History, Museums, Space, Telecomunications, Visits, Wireless

The Cosmonautics Memorial Museum in Moscow (Part 2)

This post is the continuation of Cosmonautics Memorial Museum in Moscow. I will talk about what the other rooms have but isn’t everything the museum has.

To see the first part, click in this button.

First part First partClick here

Other room

Here is model of Tsiolkovsky’s rocket project to interplanetary missions.

This is the Tsiolkovsky rocket equation, used in every space rocket project.

\Delta u=V_{eq}\cdot ln\frac{mf}{me}

  • \Delta u is the rocket speed variation;
  • V_{eq} is the rocket exhaustion equivalent speed;
  • mf is the rocket mass with propellant;
  • me is the rocket mass without propellant.

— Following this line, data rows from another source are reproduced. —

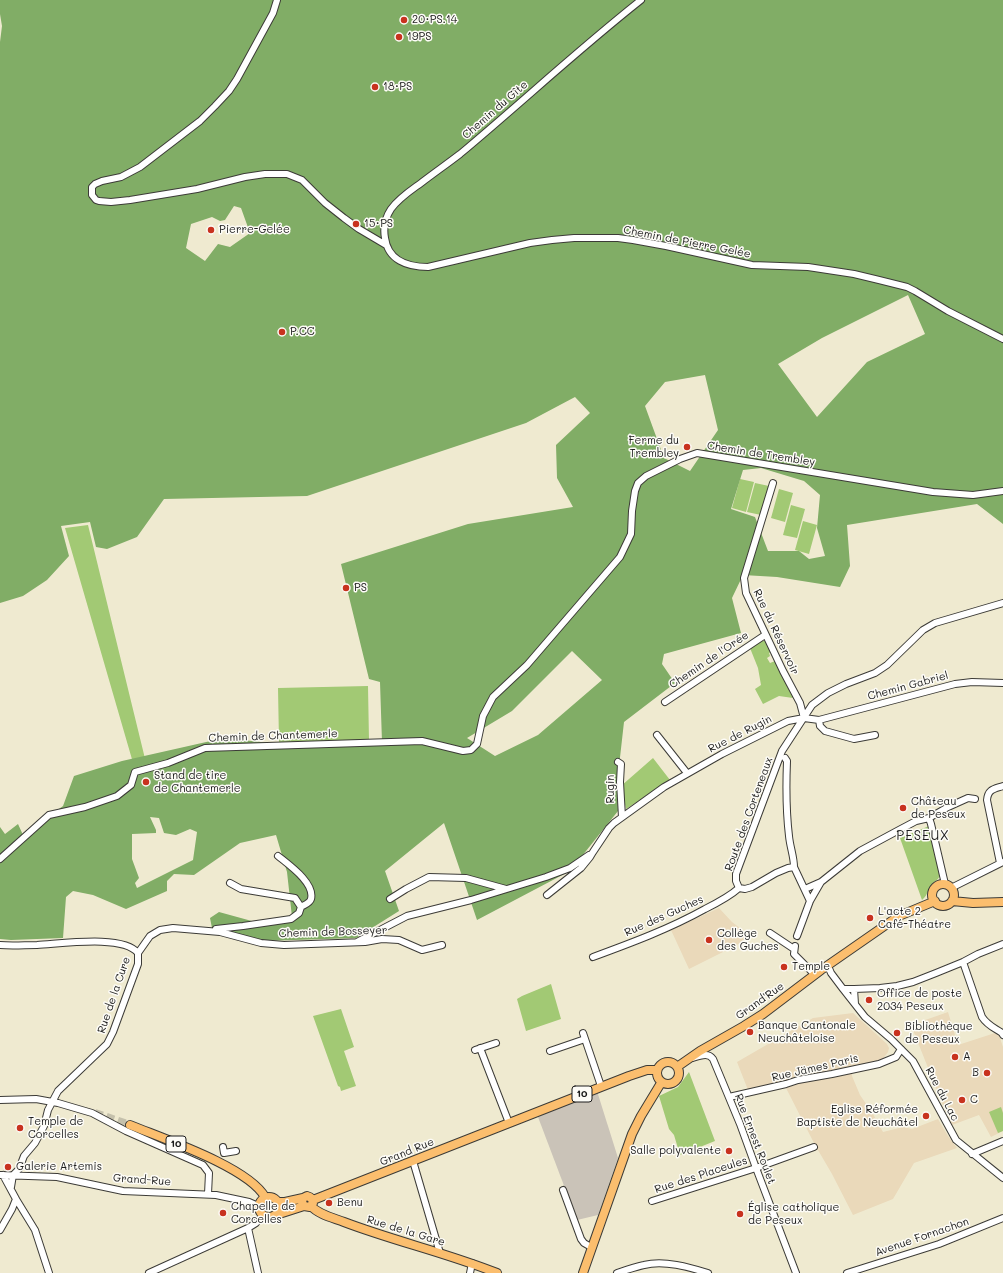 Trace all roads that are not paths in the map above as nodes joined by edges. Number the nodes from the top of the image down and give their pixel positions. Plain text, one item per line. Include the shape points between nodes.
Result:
1 (278, 0) edge
2 (640, 0) edge
3 (386, 245) junction
4 (1003, 339) edge
5 (773, 483) dead end
6 (1003, 490) edge
7 (1003, 603) edge
8 (765, 635) junction
9 (1003, 683) edge
10 (665, 702) dead end
11 (804, 718) junction
12 (819, 720) junction
13 (657, 735) dead end
14 (875, 735) dead end
15 (463, 751) joint
16 (785, 758) dead end
17 (618, 762) dead end
18 (688, 773) junction
19 (1003, 786) edge
20 (975, 799) dead end
21 (622, 816) junction
22 (929, 818) junction
23 (592, 852) junction
24 (278, 856) dead end
25 (0, 859) edge
26 (1001, 862) edge
27 (794, 867) junction
28 (821, 882) junction
29 (230, 883) dead end
30 (948, 886) junction
31 (739, 888) junction
32 (506, 889) junction
33 (805, 889) junction
34 (547, 895) dead end
35 (390, 899) dead end
36 (810, 901) junction
37 (935, 901) junction
38 (952, 901) junction
39 (1003, 902) edge
40 (301, 907) junction
41 (206, 930) junction
42 (770, 933) dead end
43 (798, 936) dead end
44 (356, 942) junction
45 (1003, 944) edge
46 (0, 945) edge
47 (442, 945) dead end
48 (138, 953) junction
49 (593, 957) dead end
50 (963, 962) junction
51 (828, 966) junction
52 (815, 975) junction
53 (843, 989) junction
54 (854, 989) junction
55 (855, 1004) junction
56 (582, 1033) dead end
57 (1003, 1036) edge
58 (585, 1039) junction
59 (496, 1043) dead end
60 (901, 1049) junction
61 (550, 1051) dead end
62 (690, 1058) junction
63 (677, 1067) junction
64 (657, 1070) junction
65 (661, 1082) junction
66 (601, 1086) junction
67 (728, 1097) junction
68 (0, 1100) edge
69 (52, 1102) junction
70 (509, 1123) junction
71 (130, 1125) tunnel mouth
72 (1003, 1141) edge
73 (223, 1147) dead end
74 (814, 1147) dead end
75 (236, 1151) dead end
76 (972, 1154) junction
77 (413, 1161) junction
78 (756, 1168) junction
79 (2, 1175) edge
80 (13, 1175) junction
81 (1003, 1178) edge
82 (11, 1187) junction
83 (563, 1190) dead end
84 (208, 1194) junction
85 (265, 1198) junction
86 (16, 1199) junction
87 (652, 1201) dead end
88 (278, 1202) junction
89 (308, 1203) junction
90 (258, 1206) junction
91 (276, 1215) junction
92 (262, 1216) junction
93 (1003, 1218) edge
94 (248, 1228) junction
95 (0, 1230) edge
96 (591, 1247) junction
97 (440, 1253) junction
98 (472, 1263) junction
99 (49, 1273) edge
100 (149, 1273) edge
101 (258, 1273) edge
102 (470, 1273) edge
103 (497, 1273) edge
104 (578, 1273) edge
105 (583, 1273) edge
106 (617, 1273) edge
107 (708, 1273) edge
108 (796, 1273) edge
109 (847, 1273) edge

1 - 3 street, Chemin de Pierre Gelée via 273,14 229,92 200,120 140,168 121,177 95,184 92,187 92,195 99,201 130,200 196,189 245,177 288,174 302,180 358,229
2 - 3 street, Chemin du Gîte via 458,155 400,198 385,222
3 - 4 street, Chemin de Pierre Gelée via 398,259 408,265 420,267 552,240 633,240 752,265 808,267 854,274 906,287
5 - 8 street, Rue du Réservoir via 744,578 746,592
6 - 15 street, Chemin de Trembley via 973,495 933,492 696,453 680,459 646,476 638,483 634,491 632,534 620,557 527,665 493,697 483,716 477,744 471,750
7 - 11 street, Route des Corteneaux via 934,623 922,630 887,665 875,673 828,693 812,705
8 - 10 street, Chemin de l'Orée
8 - 11 street, Rue du Réservoir via 800,703
9 - 12 street, Chemin Gabriel via 955,684
11 - 12 street, Chemin Gabriel
11 - 18 street, Rue de Rugin via 788,721
11 - 31 street, Route des Corteneaux via 782,751 736,874
12 - 14 street via 825,731 854,739
13 - 18 street
15 - 25 street, Chemin de Chantemerle via 422,742 204,748 168,763 135,772 131,785 117,796 86,807 49,815
16 - 27 street via 789,838
17 - 21 street, Rugin via 621,764
18 - 21 street, Rue de Rugin
19 - 26 street via 991,790 987,800
20 - 22 street via 968,798
21 - 23 street, Rue de Rugin via 609,828
22 - 28 street via 910,824 860,851
22 - 30 street
23 - 32 street, Rue de Rugin via 570,868
23 - 34 street, Rue de Rugin via 581,868
24 - 40 street via 302,877 310,889 311,899
26 - 30 street
27 - 31 street, Route des Corteneaux via 776,873 746,889
27 - 33 street
28 - 33 street
28 - 36 street
29 - 40 street via 241,888 295,898
30 - 37 main road via 940,885 935,888
30 - 38 main road via 954,894
31 - 49 street, Rue des Guches via 733,894 688,918
32 - 35 street via 466,878 429,877
32 - 44 street, Rue de Rugin via 407,916
33 - 36 street
36 - 43 street
37 - 38 main road via 943,905
37 - 51 main road, Grand'Rue via 893,920
38 - 39 main road
40 - 41 street via 300,913 291,919
41 - 44 street, Chemin de Bosseyer via 261,943 284,945
41 - 48 street, Chemin de Bosseyer via 160,930 150,936
42 - 52 street via 794,947 794,954
44 - 47 street, Chemin de Bosseyer via 399,940 422,950
45 - 50 street
46 - 48 street, Rue de la Cure via 101,941 132,948
48 - 69 street, Rue de la Cure via 138,964 114,1032 107,1044 58,1091
50 - 54 street via 902,984
50 - 57 street via 982,1018
51 - 52 main road, Grand'Rue
51 - 53 street
52 - 62 main road, Grand'Rue via 763,1014
53 - 54 street
53 - 55 street, Rue du Lac
54 - 55 street
55 - 60 street, Rue du Lac via 865,1017
56 - 58 street
58 - 61 street
58 - 66 street
59 - 70 street via 478,1049
60 - 67 street, Rue Jämes Paris via 896,1057 879,1064
60 - 76 street, Rue du Lac via 913,1060 956,1140
62 - 63 main road, Grand'Rue
62 - 67 street, Rue Ernest Roulet via 706,1055 712,1057
63 - 64 main road via 668,1062 661,1064
63 - 65 main road via 679,1075 676,1081 669,1084
64 - 65 main road via 657,1077
64 - 66 main road, 10 via 647,1070
65 - 96 main road via 632,1134
66 - 70 main road, 10
67 - 78 street, Rue Ernest Roulet
68 - 69 street via 36,1099
69 - 80 street, Rue de la Cure via 35,1143
69 - 84 street via 92,1113 203,1165 209,1173
70 - 77 main road, Grand Rue / 10
71 - 85 main road, 10 via 230,1168 260,1189
72 - 76 street
73 - 75 street via 224,1153
74 - 78 street, Rue des Placeules
76 - 81 street, Rue du Lac
77 - 89 main road, Grand Rue / 10
77 - 97 street
78 - 87 street, Rue des Placeules
78 - 108 street, Rue Ernest Roulet
79 - 80 street, Grand-Rue
79 - 82 street
80 - 82 street
80 - 84 street, Grand-Rue via 57,1177 123,1191
82 - 86 street
83 - 96 street via 581,1239
84 - 90 street, Grand-Rue
85 - 88 main road via 273,1198
85 - 90 main road
86 - 95 street
86 - 99 street via 35,1230
88 - 89 main road, 10
88 - 91 main road
89 - 91 main road, 10
89 - 97 main road, Rue de la Gare via 321,1213 370,1232
90 - 92 main road
91 - 92 main road via 268,1218
92 - 94 street
93 - 109 street, Avenue Fornachon via 939,1244
94 - 100 street
94 - 101 street
96 - 104 main road
96 - 105 main road
97 - 98 main road, Rue de la Gare
98 - 102 street
98 - 103 main road, Rue de la Gare
106 - 107 street via 645,1264 664,1264 694,1268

This is the first soviet experimental stratospheric rocket. Launched in August 15, 1937 and reached 3,000 meters.

Model of R-1 rocket, the Soviet copy of german A-4, in 1:10 scale. Weighed 14.4 tons and had a range of 270 km.

Stations and other objects

The Cosmonautics Memorial Museum there is a big area with many stations and other very interesting things. This is the model of Almaz orbital station.

Model of Mir space station in 1:50.

Docking of Soyuz-4 and Soyuz-5.

Soyuz’s manned module and it’s interior.

Space station Salyut-6 in 1:5 scale. Launched on September 29, 1977, and lasted 1765 days. Had two docking units and a hatch to activities outside in the space.

Zero gravity laboratory IL-76 in 1:32 scale.

Experiments with plants in space to see the possibility to plant food.

Spacesuit Orlan-D to stay outside in space, weighed 73.5 kg.

How to get out the suit.

How was inside the Mir station.

Manipulator robot sent to the International Space Station (ISS) in 2004, with a metallic finger and two cameras. Part of Russian-german experiment to operate robots in space.

Area of satellites, probes and vehicles

The Cosmonautics Memorial Museum has another area with many satellites, vehicles, probes, and other objects. Here is the satellite from the Cospas-Sarsat system, which alerts disasters and helps in search and rescue.

A Glonass satellite, the russian GPS.

Water supply system.

Spacesuit to operations in Moon’s surface and equipment to collect samples.

The Luna-16 probe and your return capsule which returned to Earth with samples from the Moon on September 24, 1970.

The first lunar vehicle Lunokhod-1 in real size.

Communication satellites IS3 “Gorizont” and Yamal-100 respectively.

The probe Venera-4 sent to Venus in June 12, 1967.

The descent capsule of Venera-4, separated from the probe between 20,000 km and 40,000 km of height and measured the temperature, density, and chemical composition of Venus’s atmosphere.

The descent capsule of Mars-3.

Venera-10 probe in 1:10 scale. Landed on Venus’s surface on October 25, 1975, and together with Venera-9 took panoramic pictures of the planet’s surface.

The spacecraft Bion-6 to bio-medical experiments and research. Launched on December 14, 1983.

The Interkosmos-1 satellite to study X-rays and ultraviolet radiation from the Sun and your influence on Earth`s atmosphere.

Rockets

The Cosmonautics Memorial Museum also shows rockets from Russia and other countries. This is the first supersonic ballistic cruise missile, the Burya in a 1:20 scale.

R-5M rocket, the first nuclear armed missile in 1:10 scale.

Two-staged Interkosmos rocket in 1:10 scale.

Model of Baikonur launch base, in Kazakhstan, in 1:72 scale.

Model of Kourou launch base, in French Guiana, in 1:72 scale.

Jonh F. Kennedy base in Cape Canaveral, in USA, in 1:72 scale.

Rocket Saturn V, which took the astronauts to the Moon in 1:18 scale.

Launch rocket Long March 2f from China, in 1:10 scale.

Launch rockets Vostok and Proton respectively, both in 1:10 scale.

Model of soviet space shuttle Buran in 1:30 scale.